_Prompt_
Only the text belongs in the copy: retype each record exactly as it appears.

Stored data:

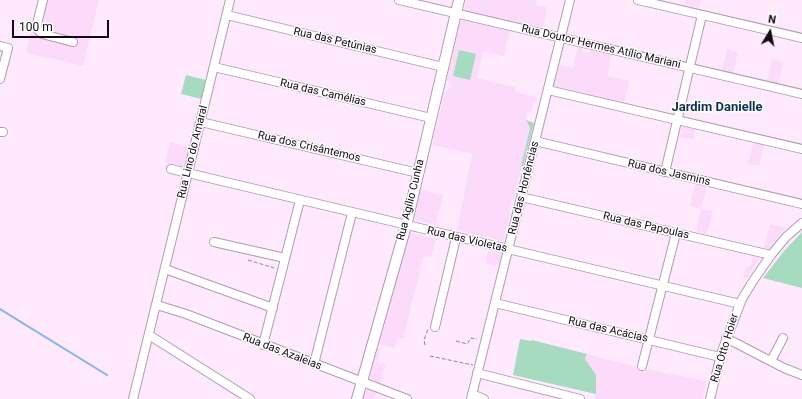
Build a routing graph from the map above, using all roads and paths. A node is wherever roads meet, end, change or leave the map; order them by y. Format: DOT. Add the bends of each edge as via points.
graph roads {
  1 [pos="44,0"];
  2 [pos="230,0"];
  3 [pos="399,0"];
  4 [pos="459,0"];
  5 [pos="570,0"];
  6 [pos="638,0"];
  7 [pos="456,13"];
  8 [pos="227,15"];
  9 [pos="702,15"];
  10 [pos="561,38"];
  11 [pos="802,38"];
  12 [pos="73,42"];
  13 [pos="0,46"];
  14 [pos="214,67"];
  15 [pos="443,67"];
  16 [pos="689,68"];
  17 [pos="0,79"];
  18 [pos="548,90"];
  19 [pos="802,94"];
  20 [pos="431,118"];
  21 [pos="677,120"];
  22 [pos="201,122"];
  23 [pos="535,141"];
  24 [pos="802,149"];
  25 [pos="171,169"];
  26 [pos="665,172"];
  27 [pos="418,173"];
  28 [pos="188,174"];
  29 [pos="521,196"];
  30 [pos="300,200"];
  31 [pos="802,204"];
  32 [pos="352,213"];
  33 [pos="802,223"];
  34 [pos="406,226"];
  35 [pos="676,233"];
  36 [pos="456,238"];
  37 [pos="214,242"];
  38 [pos="508,250"];
  39 [pos="771,255"];
  40 [pos="285,258"];
  41 [pos="248,260"];
  42 [pos="165,269"];
  43 [pos="282,270"];
  44 [pos="662,286"];
  45 [pos="495,303"];
  46 [pos="740,304"];
  47 [pos="157,305"];
  48 [pos="273,308"];
  49 [pos="435,326"];
  50 [pos="149,335"];
  51 [pos="726,338"];
  52 [pos="783,338"];
  53 [pos="649,340"];
  54 [pos="456,341"];
  55 [pos="485,342"];
  56 [pos="263,345"];
  57 [pos="425,345"];
  58 [pos="430,356"];
  59 [pos="720,357"];
  60 [pos="771,361"];
  61 [pos="314,364"];
  62 [pos="642,366"];
  63 [pos="478,370"];
  64 [pos="802,375"];
  65 [pos="362,381"];
  66 [pos="472,397"];
  67 [pos="133,399"];
  68 [pos="250,399"];
  69 [pos="357,399"];
  70 [pos="407,399"];
  71 [pos="484,399"];
  72 [pos="580,399"];
  73 [pos="710,399"];
  1 -- 12 [label="street" via="37,24 38,30 42,34"];
  2 -- 8 [label="street, Rua Lino do Amaral"];
  3 -- 7 [label="street, Rua Doutor Hermes Atílio Mariani"];
  4 -- 7 [label="main road, Rua Agílio Cunha"];
  5 -- 10 [label="street, Rua das Hortências"];
  6 -- 9 [label="street"];
  7 -- 10 [label="street, Rua Doutor Hermes Atílio Mariani"];
  7 -- 15 [label="main road, Rua Agílio Cunha"];
  8 -- 14 [label="street, Rua Lino do Amaral"];
  8 -- 15 [label="street, Rua das Petúnias"];
  9 -- 11 [label="street"];
  9 -- 16 [label="street"];
  10 -- 16 [label="street, Rua Doutor Hermes Atílio Mariani"];
  10 -- 18 [label="street, Rua das Hortências"];
  13 -- 17 [label="street" via="8,48"];
  14 -- 20 [label="street, Rua das Camélias"];
  14 -- 22 [label="street, Rua Lino do Amaral"];
  15 -- 20 [label="main road, Rua Agílio Cunha"];
  16 -- 19 [label="street, Rua Doutor Hermes Atílio Mariani"];
  16 -- 21 [label="street"];
  18 -- 21 [label="street"];
  18 -- 23 [label="street, Rua das Hortências"];
  20 -- 27 [label="main road, Rua Agílio Cunha"];
  21 -- 24 [label="street"];
  21 -- 26 [label="street"];
  22 -- 27 [label="street, Rua dos Crisântemos"];
  22 -- 28 [label="street, Rua Lino do Amaral"];
  23 -- 26 [label="street, Rua dos Jasmins"];
  23 -- 29 [label="street, Rua das Hortências"];
  25 -- 28 [label="street, Rua das Violetas"];
  26 -- 31 [label="street, Rua dos Jasmins"];
  27 -- 34 [label="main road, Rua Agílio Cunha"];
  28 -- 30 [label="street, Rua das Violetas"];
  28 -- 42 [label="street, Rua Lino do Amaral"];
  29 -- 35 [label="street, Rua das Papoulas"];
  29 -- 38 [label="street, Rua das Hortências"];
  30 -- 32 [label="street, Rua das Violetas"];
  30 -- 40 [label="street"];
  32 -- 34 [label="street, Rua das Violetas"];
  32 -- 61 [label="street"];
  33 -- 39 [label="street, Rua Otto Hoier"];
  34 -- 36 [label="street, Rua das Violetas"];
  34 -- 65 [label="main road, Rua Agílio Cunha"];
  35 -- 39 [label="street, Rua das Papoulas"];
  35 -- 44 [label="street"];
  36 -- 38 [label="street, Rua das Violetas"];
  36 -- 49 [label="street"];
  37 -- 40 [label="street"];
  38 -- 44 [label="street, Rua das Violetas"];
  38 -- 45 [label="street, Rua das Hortências"];
  39 -- 46 [label="street, Rua Otto Hoier"];
  40 -- 43 [label="street"];
  41 -- 43 [label="path"];
  42 -- 47 [label="street, Rua Lino do Amaral"];
  42 -- 48 [label="street"];
  43 -- 48 [label="street"];
  44 -- 46 [label="street, Rua das Violetas"];
  44 -- 53 [label="street"];
  45 -- 53 [label="street, Rua das Acácias"];
  45 -- 55 [label="street, Rua das Hortências"];
  46 -- 51 [label="street, Rua Otto Hoier"];
  47 -- 50 [label="street, Rua Lino do Amaral"];
  47 -- 56 [label="street, Rua das Azaleias"];
  48 -- 56 [label="street"];
  49 -- 57 [label="path" via="427,330"];
  50 -- 67 [label="street, Rua Lino do Amaral"];
  50 -- 68 [label="street"];
  51 -- 59 [label="street, Rua Otto Hoier"];
  51 -- 60 [label="street"];
  52 -- 60 [label="street"];
  53 -- 59 [label="street, Rua das Acácias"];
  53 -- 62 [label="street"];
  54 -- 55 [label="path" via="467,344 471,338"];
  55 -- 63 [label="street, Rua das Hortências"];
  56 -- 61 [label="street, Rua das Azaleias"];
  58 -- 63 [label="path"];
  59 -- 73 [label="street, Rua Otto Hoier"];
  60 -- 64 [label="street"];
  61 -- 65 [label="street, Rua das Azaleias"];
  63 -- 66 [label="street, Rua das Hortências"];
  63 -- 72 [label="street"];
  65 -- 69 [label="main road, Rua Agílio Cunha"];
  65 -- 70 [label="street, Rua das Azaleias"];
  66 -- 71 [label="street"];
}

_Expected answer_
Build a routing graph from the map above, using all roads and paths. A node is wherever roads meet, end, change or leave the map; order them by y. Format: DOT. Add the bends of each edge as via points.
graph roads {
  1 [pos="44,0"];
  2 [pos="230,0"];
  3 [pos="399,0"];
  4 [pos="459,0"];
  5 [pos="570,0"];
  6 [pos="638,0"];
  7 [pos="456,13"];
  8 [pos="227,15"];
  9 [pos="702,15"];
  10 [pos="561,38"];
  11 [pos="802,38"];
  12 [pos="73,42"];
  13 [pos="0,46"];
  14 [pos="214,67"];
  15 [pos="443,67"];
  16 [pos="689,68"];
  17 [pos="0,79"];
  18 [pos="548,90"];
  19 [pos="802,94"];
  20 [pos="431,118"];
  21 [pos="677,120"];
  22 [pos="201,122"];
  23 [pos="535,141"];
  24 [pos="802,149"];
  25 [pos="171,169"];
  26 [pos="665,172"];
  27 [pos="418,173"];
  28 [pos="188,174"];
  29 [pos="521,196"];
  30 [pos="300,200"];
  31 [pos="802,204"];
  32 [pos="352,213"];
  33 [pos="802,223"];
  34 [pos="406,226"];
  35 [pos="676,233"];
  36 [pos="456,238"];
  37 [pos="214,242"];
  38 [pos="508,250"];
  39 [pos="771,255"];
  40 [pos="285,258"];
  41 [pos="248,260"];
  42 [pos="165,269"];
  43 [pos="282,270"];
  44 [pos="662,286"];
  45 [pos="495,303"];
  46 [pos="740,304"];
  47 [pos="157,305"];
  48 [pos="273,308"];
  49 [pos="435,326"];
  50 [pos="149,335"];
  51 [pos="726,338"];
  52 [pos="783,338"];
  53 [pos="649,340"];
  54 [pos="456,341"];
  55 [pos="485,342"];
  56 [pos="263,345"];
  57 [pos="425,345"];
  58 [pos="430,356"];
  59 [pos="720,357"];
  60 [pos="771,361"];
  61 [pos="314,364"];
  62 [pos="642,366"];
  63 [pos="478,370"];
  64 [pos="802,375"];
  65 [pos="362,381"];
  66 [pos="472,397"];
  67 [pos="133,399"];
  68 [pos="250,399"];
  69 [pos="357,399"];
  70 [pos="407,399"];
  71 [pos="484,399"];
  72 [pos="580,399"];
  73 [pos="710,399"];
  1 -- 12 [label="street" via="37,24 38,30 42,34"];
  2 -- 8 [label="street, Rua Lino do Amaral"];
  3 -- 7 [label="street, Rua Doutor Hermes Atílio Mariani"];
  4 -- 7 [label="main road, Rua Agílio Cunha"];
  5 -- 10 [label="street, Rua das Hortências"];
  6 -- 9 [label="street"];
  7 -- 10 [label="street, Rua Doutor Hermes Atílio Mariani"];
  7 -- 15 [label="main road, Rua Agílio Cunha"];
  8 -- 14 [label="street, Rua Lino do Amaral"];
  8 -- 15 [label="street, Rua das Petúnias"];
  9 -- 11 [label="street"];
  9 -- 16 [label="street"];
  10 -- 16 [label="street, Rua Doutor Hermes Atílio Mariani"];
  10 -- 18 [label="street, Rua das Hortências"];
  13 -- 17 [label="street" via="8,48"];
  14 -- 20 [label="street, Rua das Camélias"];
  14 -- 22 [label="street, Rua Lino do Amaral"];
  15 -- 20 [label="main road, Rua Agílio Cunha"];
  16 -- 19 [label="street, Rua Doutor Hermes Atílio Mariani"];
  16 -- 21 [label="street"];
  18 -- 21 [label="street"];
  18 -- 23 [label="street, Rua das Hortências"];
  20 -- 27 [label="main road, Rua Agílio Cunha"];
  21 -- 24 [label="street"];
  21 -- 26 [label="street"];
  22 -- 27 [label="street, Rua dos Crisântemos"];
  22 -- 28 [label="street, Rua Lino do Amaral"];
  23 -- 26 [label="street, Rua dos Jasmins"];
  23 -- 29 [label="street, Rua das Hortências"];
  25 -- 28 [label="street, Rua das Violetas"];
  26 -- 31 [label="street, Rua dos Jasmins"];
  27 -- 34 [label="main road, Rua Agílio Cunha"];
  28 -- 30 [label="street, Rua das Violetas"];
  28 -- 42 [label="street, Rua Lino do Amaral"];
  29 -- 35 [label="street, Rua das Papoulas"];
  29 -- 38 [label="street, Rua das Hortências"];
  30 -- 32 [label="street, Rua das Violetas"];
  30 -- 40 [label="street"];
  32 -- 34 [label="street, Rua das Violetas"];
  32 -- 61 [label="street"];
  33 -- 39 [label="street, Rua Otto Hoier"];
  34 -- 36 [label="street, Rua das Violetas"];
  34 -- 65 [label="main road, Rua Agílio Cunha"];
  35 -- 39 [label="street, Rua das Papoulas"];
  35 -- 44 [label="street"];
  36 -- 38 [label="street, Rua das Violetas"];
  36 -- 49 [label="street"];
  37 -- 40 [label="street"];
  38 -- 44 [label="street, Rua das Violetas"];
  38 -- 45 [label="street, Rua das Hortências"];
  39 -- 46 [label="street, Rua Otto Hoier"];
  40 -- 43 [label="street"];
  41 -- 43 [label="path"];
  42 -- 47 [label="street, Rua Lino do Amaral"];
  42 -- 48 [label="street"];
  43 -- 48 [label="street"];
  44 -- 46 [label="street, Rua das Violetas"];
  44 -- 53 [label="street"];
  45 -- 53 [label="street, Rua das Acácias"];
  45 -- 55 [label="street, Rua das Hortências"];
  46 -- 51 [label="street, Rua Otto Hoier"];
  47 -- 50 [label="street, Rua Lino do Amaral"];
  47 -- 56 [label="street, Rua das Azaleias"];
  48 -- 56 [label="street"];
  49 -- 57 [label="path" via="427,330"];
  50 -- 67 [label="street, Rua Lino do Amaral"];
  50 -- 68 [label="street"];
  51 -- 59 [label="street, Rua Otto Hoier"];
  51 -- 60 [label="street"];
  52 -- 60 [label="street"];
  53 -- 59 [label="street, Rua das Acácias"];
  53 -- 62 [label="street"];
  54 -- 55 [label="path" via="467,344 471,338"];
  55 -- 63 [label="street, Rua das Hortências"];
  56 -- 61 [label="street, Rua das Azaleias"];
  58 -- 63 [label="path"];
  59 -- 73 [label="street, Rua Otto Hoier"];
  60 -- 64 [label="street"];
  61 -- 65 [label="street, Rua das Azaleias"];
  63 -- 66 [label="street, Rua das Hortências"];
  63 -- 72 [label="street"];
  65 -- 69 [label="main road, Rua Agílio Cunha"];
  65 -- 70 [label="street, Rua das Azaleias"];
  66 -- 71 [label="street"];
}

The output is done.